## PROBLEM STATEMENT
Collect all lines from the listing that include the string "which".

## GIVEN ENTRIES
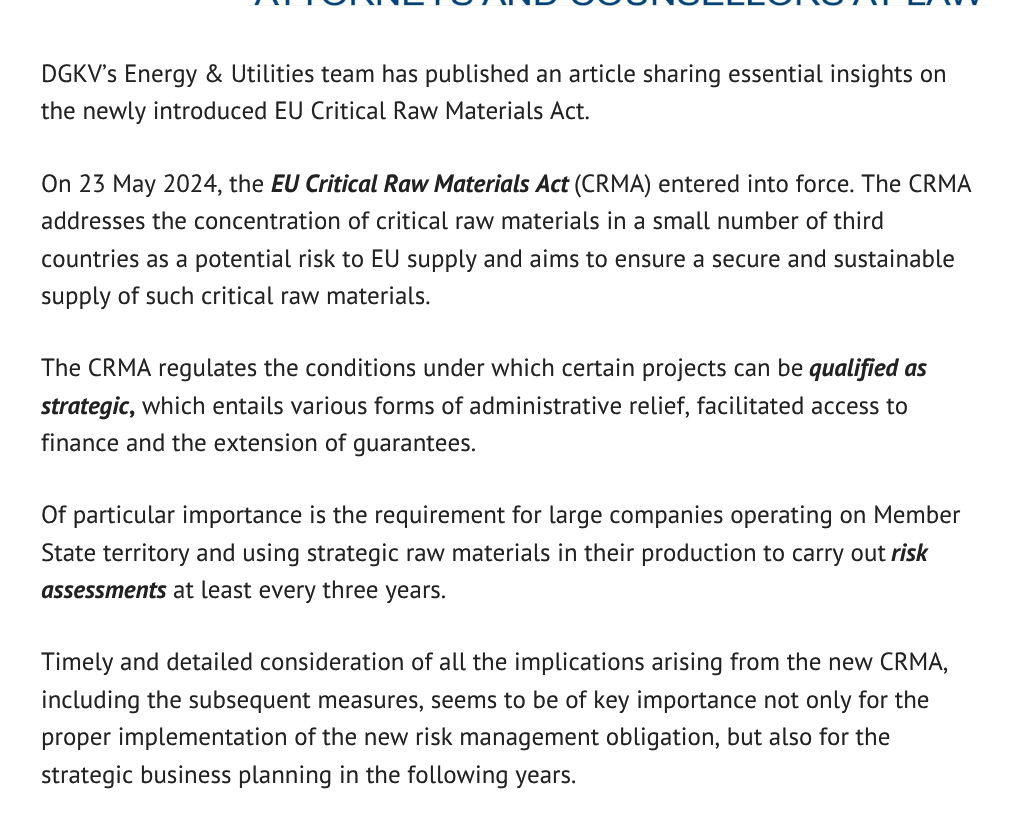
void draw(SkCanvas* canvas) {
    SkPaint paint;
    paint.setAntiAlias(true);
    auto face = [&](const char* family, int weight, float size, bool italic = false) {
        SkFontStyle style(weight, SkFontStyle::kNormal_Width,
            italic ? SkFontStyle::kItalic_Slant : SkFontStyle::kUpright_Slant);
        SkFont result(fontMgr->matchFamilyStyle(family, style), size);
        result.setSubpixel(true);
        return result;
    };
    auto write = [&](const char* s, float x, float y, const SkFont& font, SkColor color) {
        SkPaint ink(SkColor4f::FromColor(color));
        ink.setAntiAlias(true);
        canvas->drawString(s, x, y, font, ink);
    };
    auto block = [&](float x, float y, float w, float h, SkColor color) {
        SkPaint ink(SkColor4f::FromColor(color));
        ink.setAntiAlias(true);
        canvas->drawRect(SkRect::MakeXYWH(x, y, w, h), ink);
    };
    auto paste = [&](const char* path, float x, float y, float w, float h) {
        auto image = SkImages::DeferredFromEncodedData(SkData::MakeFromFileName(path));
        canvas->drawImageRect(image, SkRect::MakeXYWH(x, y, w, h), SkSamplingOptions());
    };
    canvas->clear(SK_ColorWHITE);
    block(249, 5, 738, 1, SkColorSetRGB(236, 236, 228));
    paste("pic1.png", 249, 0, 738, 6);
    auto kFont1 = face("PT Sans", 400, 24.95f);
    write("DGKV’s Energy & Utilities team has published an article sharing essential insights on", 41, 82, kFont1, SkColorSetRGB(34, 34, 34));
    write("the newly introduced EU Critical Raw Materials Act.", 41, 119, kFont1, SkColorSetRGB(34, 34, 34));
    write("On 23 May 2024, the", 41, 192, kFont1, SkColorSetRGB(34, 34, 34));
    auto kFont2 = face("PT Sans", 700, 24.95f, true);
    write("EU Critical Raw Materials Act", 271, 192, kFont2, SkColorSetRGB(34, 34, 34));
    write("(CRMA) entered into force. The CRMA", 574, 192, kFont1, SkColorSetRGB(34, 34, 34));
    write("addresses the concentration of critical raw materials in a small number of third", 41, 229, kFont1, SkColorSetRGB(34, 34, 34));
    write("countries as a potential risk to EU supply and aims to ensure a secure and sustainable", 41, 267, kFont1, SkColorSetRGB(34, 34, 34));
    write("supply of such critical raw materials.", 41, 304, kFont1, SkColorSetRGB(34, 34, 34));
    write("The CRMA regulates the conditions under which certain projects can be", 41, 376, kFont1, SkColorSetRGB(34, 34, 34));
    write("qualified as", 809, 376, kFont2, SkColorSetRGB(34, 34, 34));
    write("strategic", 41, 414, kFont2, SkColorSetRGB(34, 34, 34));
    auto kFont3 = face("PT Sans", 700, 24.95f);
    write(",", 129, 414, kFont3, SkColorSetRGB(34, 34, 34));
    write("which entails various forms of administrative relief, facilitated access to", 142, 414, kFont1, SkColorSetRGB(34, 34, 34));
    write("finance and the extension of guarantees.", 41, 451, kFont1, SkColorSetRGB(34, 34, 34));
    write("Of particular importance is the requirement for large companies operating on Member", 41, 523, kFont1, SkColorSetRGB(34, 34, 34));
    write("State territory and using strategic raw materials in their production to carry out", 41, 561, kFont1, SkColorSetRGB(34, 34, 34));
    write("risk", 891, 561, kFont2, SkColorSetRGB(34, 34, 34));
    write("assessments", 41, 598, kFont2, SkColorSetRGB(34, 34, 34));
    write("at least every three years.", 173, 598, kFont1, SkColorSetRGB(34, 34, 34));
    write("Timely and detailed consideration of all the implications arising from the new CRMA,", 41, 670, kFont1, SkColorSetRGB(34, 34, 34));
    write("including the subsequent measures, seems to be of key importance not only for the", 41, 708, kFont1, SkColorSetRGB(34, 34, 34));
    write("proper implementation of the new risk management obligation, but also for the", 41, 745, kFont1, SkColorSetRGB(34, 34, 34));
    write("strategic business planning in the following years.", 41, 783, kFont1, SkColorSetRGB(34, 34, 34));
}
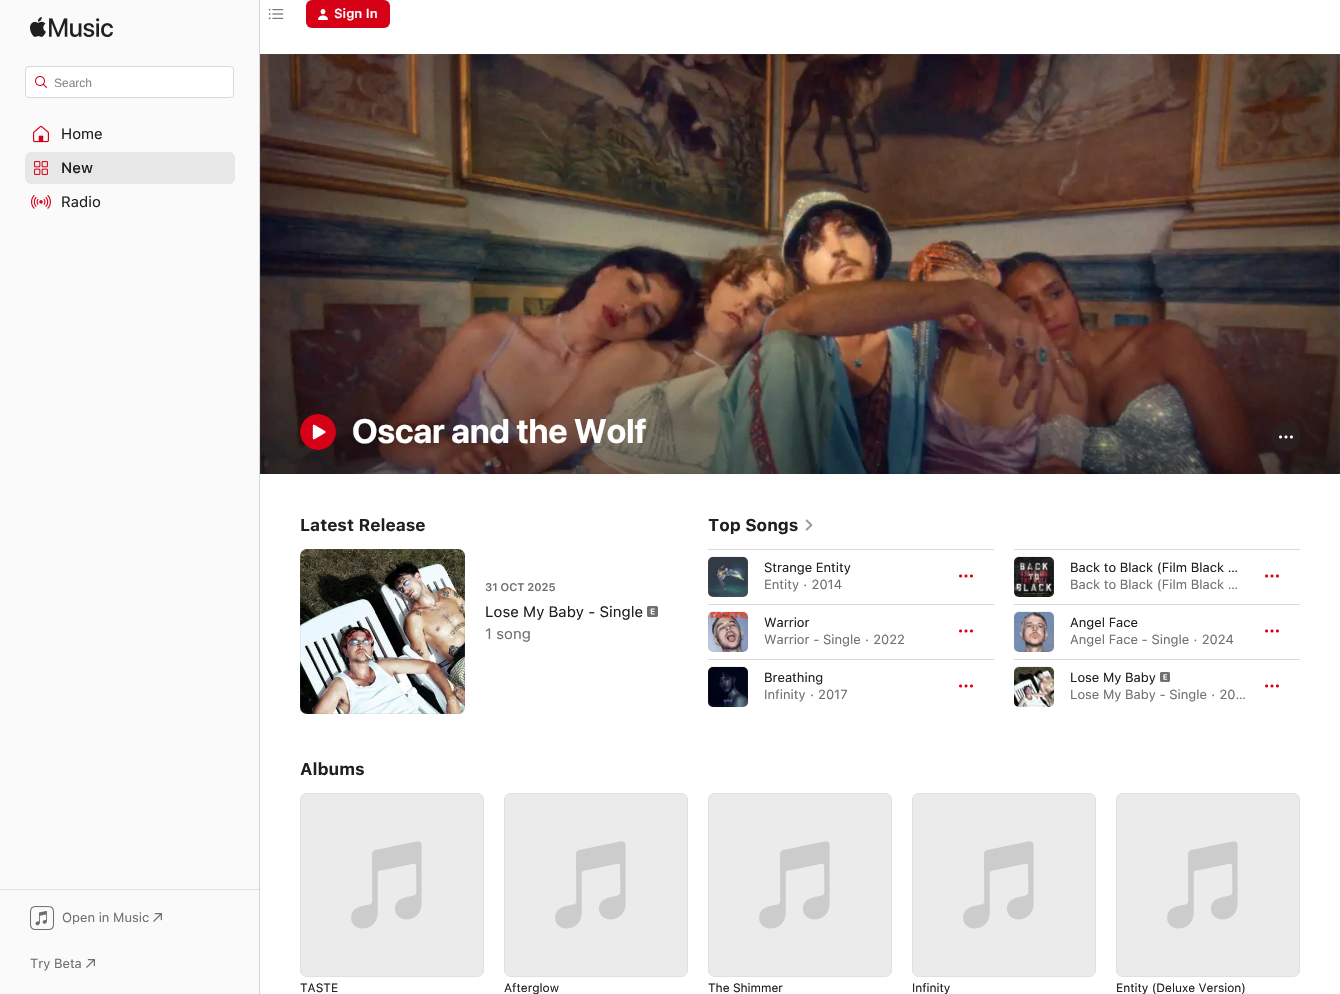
void draw(SkCanvas* canvas) {
  SkPaint paint;
  paint.setAntiAlias(true);
  auto face = [&](const char* family, int weight, float size, bool italic = false) {
    SkFontStyle style(weight, SkFontStyle::kNormal_Width,
      italic ? SkFontStyle::kItalic_Slant : SkFontStyle::kUpright_Slant);
    SkFont result(fontMgr->matchFamilyStyle(family, style), size);
    result.setSubpixel(true);
    return result;
  };
  auto paste = [&](const char* path, float x, float y, float w, float h) {
    auto image = SkImages::DeferredFromEncodedData(SkData::MakeFromFileName(path));
    canvas->drawImageRect(image, SkRect::MakeXYWH(x, y, w, h), SkSamplingOptions());
  };
  canvas->clear(0xffffffff);
  paste("img/1.png", 268, 8, 16, 12);
  paint.setColor(0xffd60017);
  canvas->drawRoundRect(SkRect::MakeXYWH(306, 0, 84, 28), 6, 6, paint);
  paste("img/2.png", 318, 9, 10, 11);
  {
    const struct { float x, y, w, h; SkColor color; } items[] = {
      {0, 0, 259, 994, 0xfffafafa},
      {0, 889, 260, 1, 0xffe1e1e1},
      {259, 0, 1, 994, 0xffd5d5d5},
      {259, 889, 1, 1, 0xffc0c0c0},
    };
    for (auto [x, y, w, h, color] : items) {
      paint.setColor(color);
      canvas->drawRect(SkRect::MakeXYWH(x, y, w, h), paint);
    }
  }
  paste("img/3.png", 30, 17, 83, 20);
  paint.setColor(0xffffffff);
  canvas->drawRoundRect(SkRect::MakeXYWH(25.5f, 66.5f, 208, 31), 3.5f, 3.5f, paint);
  paint.setStroke(true);
  paint.setStrokeWidth(1);
  paint.setColor(0xffd9d9d9);
  canvas->drawRoundRect(SkRect::MakeXYWH(25.5f, 66.5f, 208, 31), 3.5f, 3.5f, paint);
  paste("img/4.png", 35, 76, 12, 12);
  paste("img/5.png", 33, 125, 16, 18);
  paint.setStroke(false);
  paint.setColor(0xffe7e7e8);
  canvas->drawRoundRect(SkRect::MakeXYWH(25, 152, 210, 32), 6, 6, paint);
  paste("img/6.png", 34, 161, 14, 14);
  paste("img/7.png", 31, 195, 20, 14);
  paste("img/8.png", 30, 906, 24, 24);
  paste("img/9.png", 153, 913, 9, 9);
  paste("img/9.png", 86, 959, 9, 9);
  paste("img/10.png", 260, 54, 1080, 420);
  paste("img/14.png", 647, 606, 11, 11);
  paste("img/15.png", 805, 519, 8, 12);
  canvas->save();
  canvas->clipRect(SkRect::MakeXYWH(260, 54, 1080, 420));
  paint.setStroke(true);
  paint.setColor(0x1a808080);
  canvas->drawRect(SkRect::MakeXYWH(260.5f, 54.5f, 1079, 607), paint);
  canvas->restore();
  paint.setStroke(false);
  {
    const SkColor colors[] = {0x5c000000, 0x40000000, 0x00000000};
    const float stops[] = {0, 0.36f, 1};
    const SkPoint ends[] = {{800, 474}, {800, 324}};
    paint.setShader(SkGradientShader::MakeLinear(ends, colors, stops, 3, SkTileMode::kClamp));
    paint.setAlpha(255);
  }
  canvas->drawRect(SkRect::MakeXYWH(260, 332, 1080, 142), paint);
  paste("img/11.png", 300, 414, 36, 36);
  paint.setShader(nullptr);
  paint.setColor(0x80282828);
  canvas->drawCircle(1286, 437, 14, paint);
  paste("img/12.png", 1279, 435, 14, 4);
  paste("img/13.png", 300, 549, 165, 165);
  paint.setStroke(true);
  paint.setColor(0x1a808080);
  canvas->drawRoundRect(SkRect::MakeXYWH(300.5f, 549.5f, 164, 164), 6.5f, 6.5f, paint);
  paint.setStroke(false);
  paint.setColor(0xffd9d9d9);
  canvas->drawRect(SkRect::MakeXYWH(708, 549, 286, 1), paint);
  paste("img/16.png", 708, 557, 40, 40);
  paint.setStroke(true);
  paint.setColor(0x1a808080);
  canvas->drawRoundRect(SkRect::MakeXYWH(708.5f, 556.5f, 39, 39), 4.5f, 4.5f, paint);
  paste("img/17.png", 959, 574, 14, 4);
  paint.setStroke(false);
  paint.setColor(0xffd9d9d9);
  canvas->drawRect(SkRect::MakeXYWH(1014, 549, 286, 1), paint);
  paste("img/18.png", 1014, 557, 40, 40);
  paint.setStroke(true);
  paint.setColor(0x1a808080);
  canvas->drawRoundRect(SkRect::MakeXYWH(1014.5f, 556.5f, 39, 39), 4.5f, 4.5f, paint);
  paste("img/17.png", 1265, 574, 14, 4);
  paint.setStroke(false);
  paint.setColor(0xffd9d9d9);
  canvas->drawRect(SkRect::MakeXYWH(708, 604, 286, 1), paint);
  paste("img/19.png", 708, 612, 40, 40);
  paint.setStroke(true);
  paint.setColor(0x1a808080);
  canvas->drawRoundRect(SkRect::MakeXYWH(708.5f, 611.5f, 39, 39), 4.5f, 4.5f, paint);
  paste("img/17.png", 959, 629, 14, 4);
  paint.setStroke(false);
  paint.setColor(0xffd9d9d9);
  canvas->drawRect(SkRect::MakeXYWH(1014, 604, 286, 1), paint);
  paste("img/20.png", 1014, 612, 40, 40);
  paint.setStroke(true);
  paint.setColor(0x1a808080);
  canvas->drawRoundRect(SkRect::MakeXYWH(1014.5f, 611.5f, 39, 39), 4.5f, 4.5f, paint);
  paste("img/17.png", 1265, 629, 14, 4);
  paint.setStroke(false);
  paint.setColor(0xffd9d9d9);
  canvas->drawRect(SkRect::MakeXYWH(708, 659, 286, 1), paint);
  paste("img/21.png", 708, 667, 40, 40);
  paint.setStroke(true);
  paint.setColor(0x1a808080);
  canvas->drawRoundRect(SkRect::MakeXYWH(708.5f, 666.5f, 39, 39), 4.5f, 4.5f, paint);
  paste("img/17.png", 959, 684, 14, 4);
  paint.setStroke(false);
  paint.setColor(0xffd9d9d9);
  canvas->drawRect(SkRect::MakeXYWH(1014, 659, 286, 1), paint);
  paste("img/22.png", 1014, 667, 40, 40);
  paint.setStroke(true);
  paint.setColor(0x1a808080);
  canvas->drawRoundRect(SkRect::MakeXYWH(1014.5f, 666.5f, 39, 39), 4.5f, 4.5f, paint);
  paste("img/23.png", 1160, 672, 10, 10);
  paste("img/17.png", 1265, 684, 14, 4);
  paste("img/24.png", 300, 793, 184, 184);
  canvas->drawRoundRect(SkRect::MakeXYWH(300.5f, 793.5f, 183, 183), 6.5f, 6.5f, paint);
  paste("img/25.png", 504, 793, 184, 184);
  canvas->drawRoundRect(SkRect::MakeXYWH(504.5f, 793.5f, 183, 183), 6.5f, 6.5f, paint);
  paste("img/26.png", 708, 793, 184, 184);
  canvas->drawRoundRect(SkRect::MakeXYWH(708.5f, 793.5f, 183, 183), 6.5f, 6.5f, paint);
  paste("img/27.png", 912, 793, 184, 184);
  canvas->drawRoundRect(SkRect::MakeXYWH(912.5f, 793.5f, 183, 183), 6.5f, 6.5f, paint);
  paste("img/28.png", 1116, 793, 184, 184);
  canvas->drawRoundRect(SkRect::MakeXYWH(1116.5f, 793.5f, 183, 183), 6.5f, 6.5f, paint);
  auto f0 = face("SF", 600, 13);
  paint.setStroke(false);
  paint.setColor(0xffffffff);
  canvas->drawString("Sign In", 334, 18, f0, paint);
  auto f1 = face("Liberation Sans", 400, 12);
  paint.setColor(0xff858585);
  canvas->drawString("Search", 54, 87, f1, paint);
  auto f2 = face("SF", 400, 15);
  paint.setColor(0xff1f1f1f);
  canvas->drawString("Home", 61, 139, f2, paint);
  auto f3 = face("SF", 500, 15);
  canvas->drawString("New", 61, 173, f3, paint);
  canvas->drawString("Radio", 61, 207, f2, paint);
  auto f4 = face("SF", 400, 13);
  paint.setColor(0xff707070);
  canvas->drawString("Open in Music", 62, 922, f4, paint);
  canvas->drawString("Try Beta", 30, 968, f4, paint);
  auto f5 = face("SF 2", 700, 34);
  paint.setColor(0xffffffff);
  canvas->drawString("Oscar and the Wolf", 352, 443, f5, paint);
  auto f6 = face("SF", 700, 17);
  paint.setColor(0xff1f1f1f);
  canvas->drawString("Latest Release", 300, 531, f6, paint);
  auto f7 = face("SF", 600, 11);
  paint.setColor(0xff707070);
  canvas->drawString("31 OCT 2025", 485, 591, f7, paint);
  paint.setColor(0xff1f1f1f);
  canvas->drawString("Lose My Baby - Single", 485, 617, f2, paint);
  paint.setColor(0xff707070);
  canvas->drawString("1 song", 485, 639, f2, paint);
  paint.setColor(0xff1f1f1f);
  canvas->drawString("Top Songs", 708, 531, f6, paint);
  canvas->drawString("Strange Entity", 764, 572, f4, paint);
  paint.setColor(0xff707070);
  canvas->drawString("Entity · 2014", 764, 589, f4, paint);
  paint.setColor(0xff1f1f1f);
  canvas->drawString("Back to Black (Film Black …", 1070, 572, f4, paint);
  paint.setColor(0xff707070);
  canvas->drawString("Back to Black (Film Black …", 1070, 589, f4, paint);
  paint.setColor(0xff1f1f1f);
  canvas->drawString("Warrior", 764, 627, f4, paint);
  paint.setColor(0xff707070);
  canvas->drawString("Warrior - Single · 2022", 764, 644, f4, paint);
  paint.setColor(0xff1f1f1f);
  canvas->drawString("Angel Face", 1070, 627, f4, paint);
  paint.setColor(0xff707070);
  canvas->drawString("Angel Face - Single · 2024", 1070, 644, f4, paint);
  paint.setColor(0xff1f1f1f);
  canvas->drawString("Breathing", 764, 682, f4, paint);
  paint.setColor(0xff707070);
  canvas->drawString("Infinity · 2017", 764, 699, f4, paint);
  paint.setColor(0xff1f1f1f);
  canvas->drawString("Lose My Baby", 1070, 682, f4, paint);
  paint.setColor(0xff707070);
  canvas->drawString("Lose My Baby - Single · 20…", 1070, 699, f4, paint);
  paint.setColor(0xff1f1f1f);
  canvas->drawString("Albums", 300, 775, f6, paint);
  auto f8 = face("SF", 400, 12);
  {
    const struct { const char* s; float x, y; } items[] = {
      {"TASTE", 300, 992},
      {"Afterglow", 504, 992},
      {"The Shimmer", 708, 992},
      {"Infinity", 912, 992},
      {"Entity (Deluxe Version)", 1116, 992},
    };
    for (auto [s, x, y] : items) {
      canvas->drawString(s, x, y, f8, paint);
    }
  }
}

## WORKED SOLUTION
    write("The CRMA regulates the conditions under which certain projects can be", 41, 376, kFont1, SkColorSetRGB(34, 34, 34));
    write("which entails various forms of administrative relief, facilitated access to", 142, 414, kFont1, SkColorSetRGB(34, 34, 34));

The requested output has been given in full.